"Un air de famille", réalisé par Cédric Klapisch, est un bel exemple de cette humanité touchante qui teintait l'âme et le cinéma de Jean-Pierre Bacri.
Un air de famille : règlement de conte fantastique
Un air de famille est un film de Cédric Klapisch sorti en 1996. Il s'agit de l'adaptation de la pièce de théâtre du même nom écrite par Jean-Pierre Bacri et Agnès Jaoui en 1994. Elle connut un énorme succès lorsqu'elle fut jouée au Théâtre de la Renaissance, avec plus de 100 000 spectateurs. Nommée dans 8 catégories aux Molières, elle repartira avec deux prix : celui du Meilleur spectacle comique et de la Meilleure actrice dans un second rôle pour Catherine Frot. Fait assez exceptionnel pour être souligné, les 6 acteurs principaux de la pièce reprennent leurs rôles dans le film.
L'histoire se focalise sur la famille Ménard qui a un rituel. Toutes les semaines, elle se réunit "Au Père tranquille", le café tenu par Henri (Jean-Pierre Bacri), le fils aîné. Ce jour-là est pourtant plus spécial que les autres puisque seront fêtés les 35 ans de Yolande (Catherine Frot), la femme de Philippe (Wladimir Yordanoff), cadet des Ménard. Il est cadre dans une société informatique. Cette position fait la fierté de sa mère (Claire Maurier) qui ne manque jamais de le rappeler à intervalles réguliers.
Elle n'a pourtant pas la même considération pour sa fille Betty (Agnès Jaoui) dont elle s'inquiète du célibat. Ce qu'elle ignore, c'est que la benjamine de la famille sort secrètement avec Denis (Jean-Pierre Darroussin), le serveur du restaurant de son frère. Ce dernier fait grise mine alors que tout le monde attend l'arrivée de sa femme Arlette. Les esprits s'échauffent peu à peu sous les yeux de Caruso, le chien d'Henri qui ne bouge plus.

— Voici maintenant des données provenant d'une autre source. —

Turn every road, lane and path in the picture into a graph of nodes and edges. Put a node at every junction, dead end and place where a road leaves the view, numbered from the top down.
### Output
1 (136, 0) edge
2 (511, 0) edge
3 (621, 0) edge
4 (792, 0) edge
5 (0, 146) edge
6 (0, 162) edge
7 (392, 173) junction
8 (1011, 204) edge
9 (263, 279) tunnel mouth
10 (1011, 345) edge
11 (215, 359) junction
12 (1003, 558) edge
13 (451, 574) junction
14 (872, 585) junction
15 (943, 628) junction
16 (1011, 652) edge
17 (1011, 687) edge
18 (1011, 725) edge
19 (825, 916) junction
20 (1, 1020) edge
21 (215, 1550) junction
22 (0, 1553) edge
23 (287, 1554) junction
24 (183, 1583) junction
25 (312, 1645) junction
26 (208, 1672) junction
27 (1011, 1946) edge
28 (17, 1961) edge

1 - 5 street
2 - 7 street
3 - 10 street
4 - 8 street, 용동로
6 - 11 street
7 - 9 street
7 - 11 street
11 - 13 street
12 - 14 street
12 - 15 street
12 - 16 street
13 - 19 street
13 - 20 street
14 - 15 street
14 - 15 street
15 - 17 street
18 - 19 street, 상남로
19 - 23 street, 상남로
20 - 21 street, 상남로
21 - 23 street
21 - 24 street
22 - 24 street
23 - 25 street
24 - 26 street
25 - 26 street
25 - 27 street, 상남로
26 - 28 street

Naissance d'un chef-d’œuvre
Un air de famille est une comédie noire jubilatoire qui tourne au jeu de massacre. Les rancunes longtemps retenues refont surface et la cellule familiale explose dans ce restaurant aussi mal éclairé que l'esprit de ceux qu'il abrite. Cédric Klapisch réussit à merveille à garder l'authenticité et l'unité de lieu de la pièce originale. Le public ne s'y trompe pas avec plus de 2,5 millions d'entrées. Les César récompensent le scénario (Klapisch, Jaoui, Bacri), le meilleur second rôle masculin (Darroussin) tout comme le féminin (Frot). Un juste retour des choses pour un film qui aimait plus que tout ses personnages.

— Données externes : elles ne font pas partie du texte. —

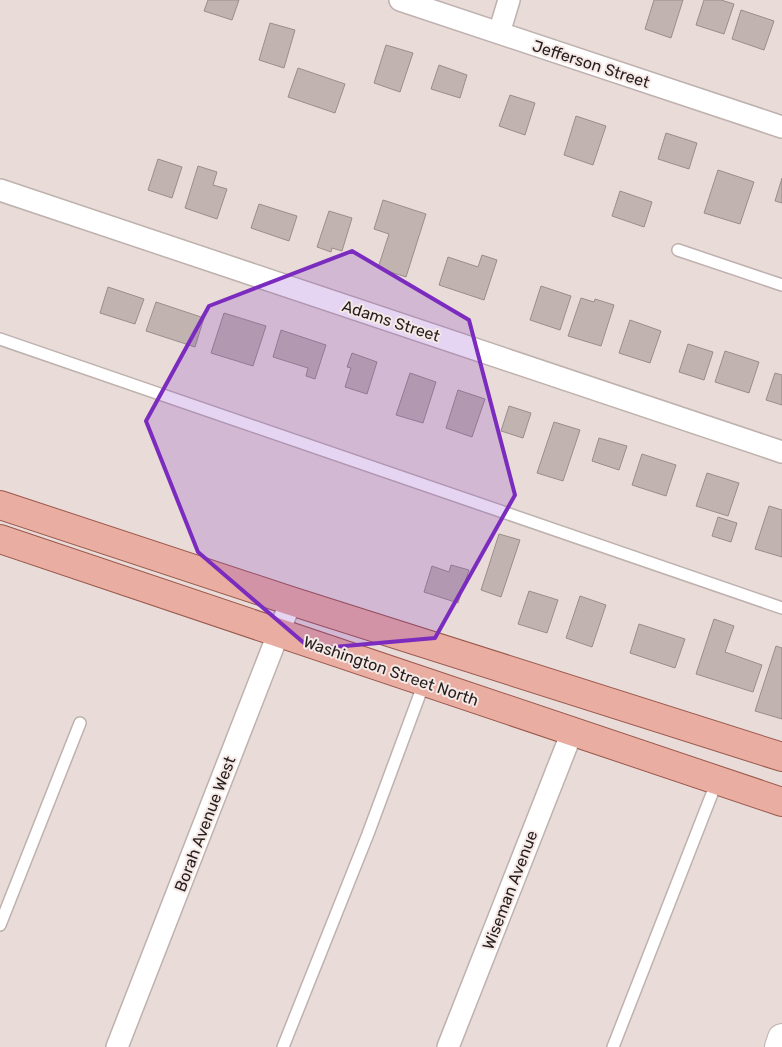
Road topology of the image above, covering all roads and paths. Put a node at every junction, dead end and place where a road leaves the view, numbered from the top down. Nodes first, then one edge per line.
1 (400, 0) edge
2 (509, 0) edge
3 (498, 33) junction
4 (782, 127) edge
5 (0, 190) edge
6 (678, 250) dead end
7 (782, 285) edge
8 (0, 339) edge
9 (782, 452) edge
10 (0, 505) edge
11 (0, 539) edge
12 (291, 601) junction
13 (782, 608) edge
14 (279, 634) junction
15 (424, 683) junction
16 (80, 723) dead end
17 (572, 732) junction
18 (782, 756) edge
19 (717, 780) junction
20 (782, 802) edge
21 (0, 925) edge
22 (782, 1038) edge
23 (117, 1047) edge
24 (283, 1047) edge
25 (448, 1047) edge
26 (613, 1047) edge
27 (779, 1047) edge

1 - 3 street, Jefferson Street
2 - 3 street
3 - 4 street, Jefferson Street
5 - 9 street, Adams Street
6 - 7 lane
8 - 13 lane
10 - 12 main road
11 - 14 main road, Washington Street North
12 - 14 street, Borah Avenue West
12 - 18 main road
14 - 15 main road, Washington Street North
14 - 23 street, Borah Avenue West
15 - 17 main road, Washington Street North
15 - 24 lane
16 - 21 lane
17 - 19 main road, Washington Street North
17 - 25 street, Wiseman Avenue
19 - 20 main road, Washington Street North
19 - 26 lane
22 - 27 street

La chair derrière les mots
Un air de famille marquait en 1996 la confirmation du pouvoir dramatique du duo Jaoui/Bacri après le départ prometteur que fut Cuisine et dépendances. Fort de sa genèse théâtrale, le film n'avait pas besoin d'effets spéciaux ou d'explosions pour fasciner le spectateur. Tout le monde s'y retrouvait car, quelque part, il était le miroir de nos propres histoires familiales, faites de rires, d'amour et parfois d'incompréhensions et de larmes. À l'époque, l'équipe du journal de France 2 s'était déplacée sur le tournage et Jean-Pierre Bacri avait expliqué d'où venait le film.
Face à des photos de famille sur le plateau, il expliquait avec nostalgie et un peu de cynisme teinté de vérité que :
On est frappés devant les photos de famille, c'est toujours les mêmes. Y a toujours une espèce de sourire général, comme ça, mais c'est pour la galerie.

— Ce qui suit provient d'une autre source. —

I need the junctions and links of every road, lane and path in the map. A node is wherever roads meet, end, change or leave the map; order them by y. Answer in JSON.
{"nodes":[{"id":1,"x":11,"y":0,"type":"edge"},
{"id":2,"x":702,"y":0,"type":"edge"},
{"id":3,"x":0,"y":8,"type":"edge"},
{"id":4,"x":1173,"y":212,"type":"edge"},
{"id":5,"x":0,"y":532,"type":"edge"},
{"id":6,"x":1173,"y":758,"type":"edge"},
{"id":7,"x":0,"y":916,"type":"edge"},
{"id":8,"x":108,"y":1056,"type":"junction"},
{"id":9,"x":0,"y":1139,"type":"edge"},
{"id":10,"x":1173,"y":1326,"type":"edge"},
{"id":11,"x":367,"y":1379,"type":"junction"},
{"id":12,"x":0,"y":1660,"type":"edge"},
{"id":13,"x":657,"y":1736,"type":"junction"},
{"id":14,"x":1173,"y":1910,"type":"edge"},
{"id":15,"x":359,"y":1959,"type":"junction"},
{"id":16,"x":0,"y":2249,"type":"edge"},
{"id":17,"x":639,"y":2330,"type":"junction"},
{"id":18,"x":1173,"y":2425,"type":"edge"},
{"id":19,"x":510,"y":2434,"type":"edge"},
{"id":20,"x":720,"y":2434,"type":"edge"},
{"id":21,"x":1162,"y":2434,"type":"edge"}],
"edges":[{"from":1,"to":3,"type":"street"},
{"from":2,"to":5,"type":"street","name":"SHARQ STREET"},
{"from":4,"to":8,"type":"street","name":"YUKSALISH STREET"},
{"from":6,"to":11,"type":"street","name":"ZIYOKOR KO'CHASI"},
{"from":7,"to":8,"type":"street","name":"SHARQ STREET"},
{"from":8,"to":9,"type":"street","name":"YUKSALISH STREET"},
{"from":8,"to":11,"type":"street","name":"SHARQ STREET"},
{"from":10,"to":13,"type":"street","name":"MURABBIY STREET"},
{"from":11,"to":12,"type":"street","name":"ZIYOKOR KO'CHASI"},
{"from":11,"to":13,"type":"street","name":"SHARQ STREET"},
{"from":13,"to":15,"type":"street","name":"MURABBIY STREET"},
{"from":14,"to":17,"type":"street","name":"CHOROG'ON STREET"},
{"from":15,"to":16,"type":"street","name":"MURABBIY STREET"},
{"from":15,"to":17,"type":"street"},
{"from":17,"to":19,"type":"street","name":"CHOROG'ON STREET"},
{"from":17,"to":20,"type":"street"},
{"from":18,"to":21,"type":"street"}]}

Alors, oui, dans Un air de famille, il n'y a pas de spectaculaire à se mettre sous la dent mais plutôt des dialogues mordants. Ce qui faisait avancer Jean-Pierre Bacri, ce n'était pas les courses de voiture, mais l'humanité. Pas besoin d'aller sur la lune pour remplir l'espace, mais simplement des hommes et des femmes dans une petite pièce. Comme il le confiait sur le tournage :
On ne s'évade jamais aussi bien qu'avec des paysages humains. Moi, en l'occurrence, c'est le paysage humain qui m'intéresse.
Le décès du comédien survenu le 18 janvier nous laisse avec un adage un peu sombre : un seul être vous manque et c'est tout le cinéma français qui est dépeuplé...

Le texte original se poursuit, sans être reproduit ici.